Chairman Barry Goldwater (R-Ariz.) could not be reached for comment following a report that he had told some fellow senators he felt Casey "should be removed as CIA director." Speaking for Goldwater, Katherine Grammer said the senator denounced the report as "a malicious lie." k

Committee sources said Casey met with Goldwater privately Wednesday, but did himself neither much good nor much harm. Goldwater and others reportedly are chagrined by the fact that the CIA failed to inform the senators about the Hugel matter before it appeared in the Post.

Several Senate sources said Casey is remaining in the job only because Reagan wants him to stay and only if no more derogatory information surfaces about his investment career.

Despite all the public disclaimers, one source to Sen. Baker said, "the word is out that Casey is in trouble, with Goldwater and in the White House. Not with Reagan, but in the White House."

Sen.
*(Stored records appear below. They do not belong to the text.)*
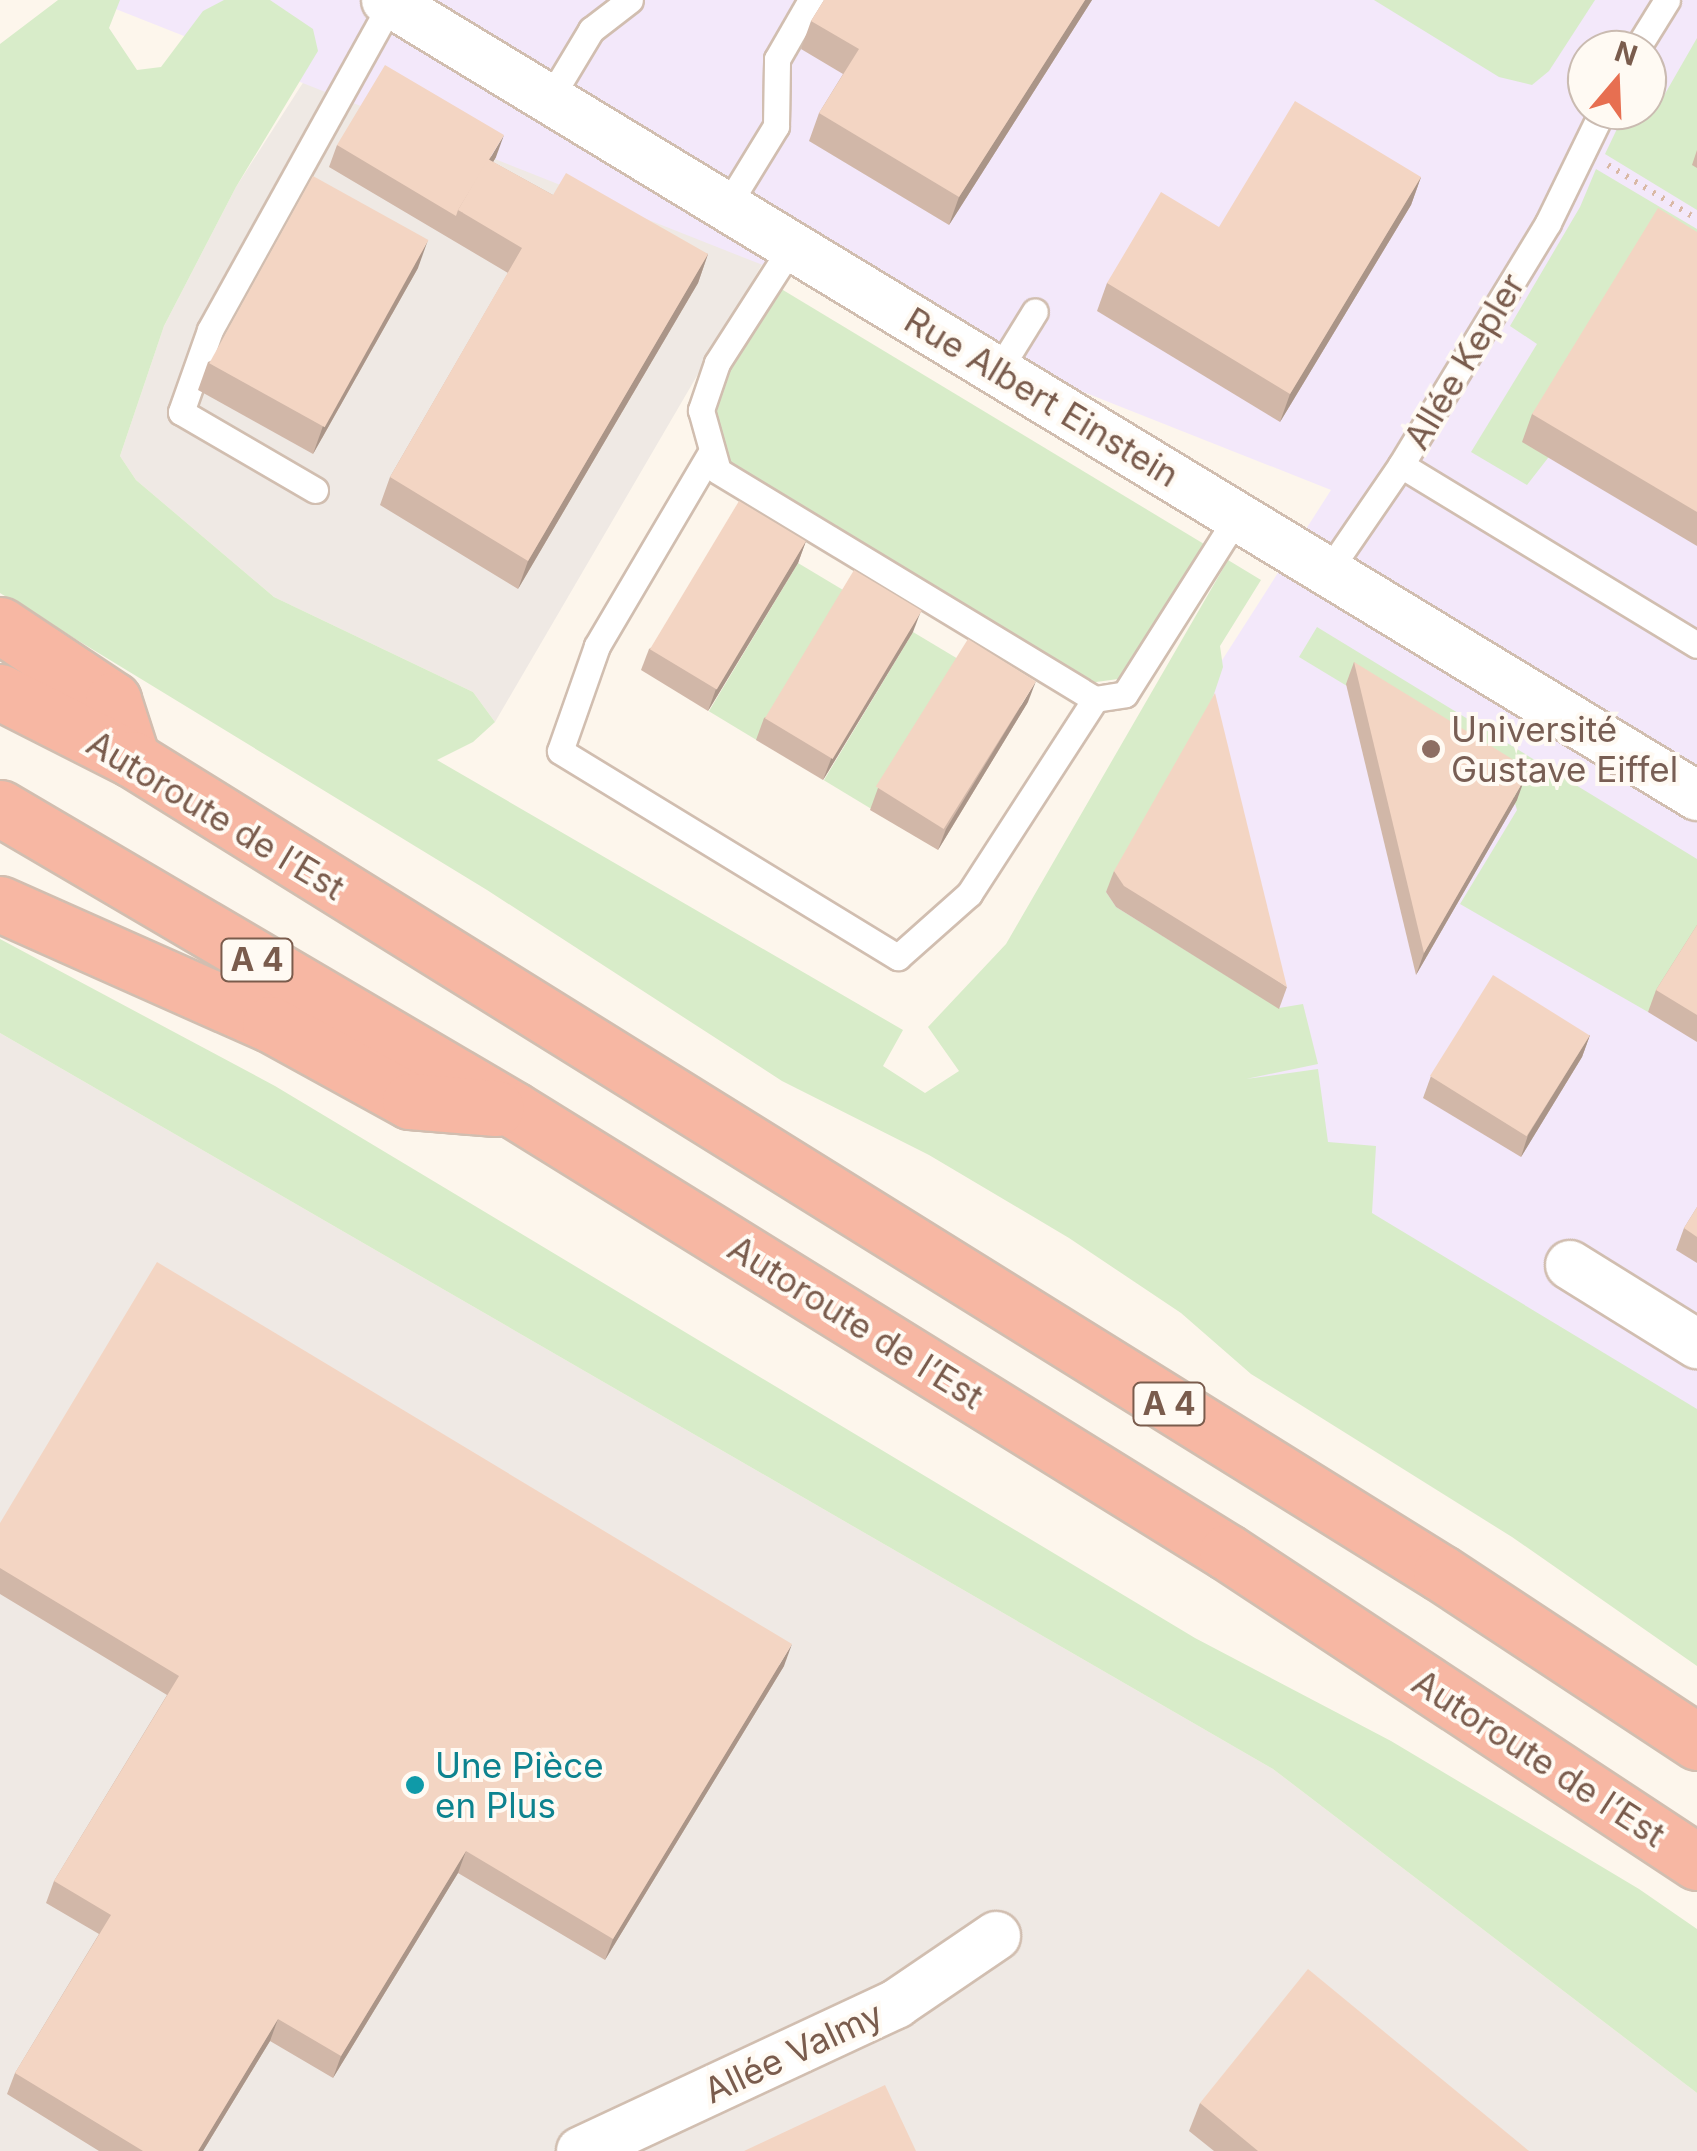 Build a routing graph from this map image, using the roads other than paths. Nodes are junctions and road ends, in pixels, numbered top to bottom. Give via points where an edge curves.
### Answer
1 (630, 0) edge
2 (811, 0) edge
3 (1667, 0) edge
4 (388, 1) edge
5 (1648, 30) edge
6 (549, 100) junction
7 (1592, 130) edge
8 (727, 206) junction
9 (792, 246) junction
10 (1035, 311) dead end
11 (998, 370) junction
12 (710, 454) junction
13 (1401, 465) junction
14 (315, 490) dead end
15 (1238, 515) junction
16 (1329, 570) junction
17 (0, 625) edge
18 (1697, 645) edge
19 (0, 692) edge
20 (1095, 699) junction
21 (132, 759) junction
22 (1697, 796) edge
23 (0, 808) edge
24 (0, 904) edge
25 (514, 1110) junction
26 (1570, 1265) dead end
27 (1697, 1344) edge
28 (1697, 1742) edge
29 (1697, 1862) edge
30 (996, 1936) dead end
31 (581, 2151) edge

1 - 6 lane via 592,30
2 - 8 lane via 776,58 776,126
3 - 5 lane
4 - 6 street, Rue Albert Einstein
4 - 14 lane via 210,330 181,412
6 - 8 street, Rue Albert Einstein
7 - 13 lane, Allée Kepler via 1548,223
8 - 9 street, Rue Albert Einstein
9 - 11 street, Rue Albert Einstein
9 - 12 lane via 717,363 701,410
10 - 11 lane
11 - 15 street, Rue Albert Einstein
12 - 20 lane via 718,471
12 - 20 lane via 597,646 560,752 898,957 969,894
13 - 16 lane
13 - 18 lane, Allée Kepler
15 - 16 street, Rue Albert Einstein
15 - 20 lane via 1125,694
16 - 22 street, Rue Albert Einstein
17 - 21 highway via 113,700
19 - 21 highway, Autoroute de l’Est / A 4
21 - 28 highway, Autoroute de l’Est / A 4 via 1424,1562
23 - 25 highway, Autoroute de l’Est / A 4
24 - 25 highway via 270,1024 410,1101
25 - 29 highway, Autoroute de l’Est / A 4 via 1227,1552
26 - 27 street
30 - 31 street, Allée Valmy via 896,2004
Lloyd Bentsen (D-Tex.), who also sits on the Intelligence Committee, said the staff inquiry would also include a look at the CIA's security procedures due to its failure to raise even a mild alarm about Hugel's business dealings.

"The CIA has a reputation for making very detailed investigations, but they certainly blew this one," Bentsen told reporters. "I think they obviously did a very poor job in checking out a man for a very sensitive post." o

Another committee member, Sen. David Durenberger (R-Minn.), said he had "a bit of concern about Bill from the beginning."
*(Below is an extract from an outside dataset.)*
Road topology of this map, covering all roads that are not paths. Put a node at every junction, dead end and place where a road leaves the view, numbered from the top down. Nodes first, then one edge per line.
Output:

Durenberger said if Casey is faulted for his judgment about Hugel, he should be credited for his selection of Adm. Bobby Inman as the CIA's deputy director. The widely popular Inman, a former head of the National Security Agency and Goldwater's original preference as CIA director, makes it easier for the senators to contemplate Casey's departure.

White House chief of staff James A. Baker III took what appeared to be a carefully controlled slap at Casey yesterday. Asked about Hugel's inexperience, Baker repied: "We would hope that in the future due consideration would be given to professional expertise for this position."
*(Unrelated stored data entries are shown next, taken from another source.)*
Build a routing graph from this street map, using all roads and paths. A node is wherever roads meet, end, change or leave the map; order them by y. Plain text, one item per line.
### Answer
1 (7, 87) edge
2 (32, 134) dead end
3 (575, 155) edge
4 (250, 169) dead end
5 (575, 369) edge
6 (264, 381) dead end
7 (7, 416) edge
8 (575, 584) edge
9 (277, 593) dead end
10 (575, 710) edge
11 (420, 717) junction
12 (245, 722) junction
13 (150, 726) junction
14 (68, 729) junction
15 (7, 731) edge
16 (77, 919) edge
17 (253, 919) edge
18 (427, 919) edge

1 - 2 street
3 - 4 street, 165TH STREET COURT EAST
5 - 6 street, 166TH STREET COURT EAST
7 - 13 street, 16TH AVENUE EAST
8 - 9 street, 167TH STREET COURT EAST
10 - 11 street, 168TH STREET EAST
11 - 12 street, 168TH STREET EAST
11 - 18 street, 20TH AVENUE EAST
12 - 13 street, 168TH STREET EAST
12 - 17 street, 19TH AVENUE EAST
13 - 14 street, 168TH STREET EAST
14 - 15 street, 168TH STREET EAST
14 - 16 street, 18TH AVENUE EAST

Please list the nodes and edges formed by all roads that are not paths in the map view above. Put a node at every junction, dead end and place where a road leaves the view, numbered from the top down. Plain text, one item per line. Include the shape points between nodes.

In connection with the Multiponics case, Casey told The Washington Post that he "never misled anyone" in stock-offering circulars.

"I didn't prepare the circulars. I had a technical responsibility as a director," he said.

A review of court records, however, shows that the question of control over the contents of the circulars has been hotly contested in the lawsuit. Casey served not only as a director of the firm but as corporate secretary and legal counsel.

An FBI agent checked out the Multiponics litigation file at the U.S. courthouse in New York City Wednesday. A New York FBI spokesman refused to comment, but Justice Department spokesman Tom DeCair said alter that the agent had been dispatched at the request of White House counsel Fred F. Fielding.

White House spokesman Larry Speakes said yesterday that the Multiponics litigation had not been brought to the president's attention last winter because Fielding, "in the discussions with Casey, made a determination" that this was not necessary. DeCair told a reporter that Fielding needs the file now in order to read the May 19 ruling.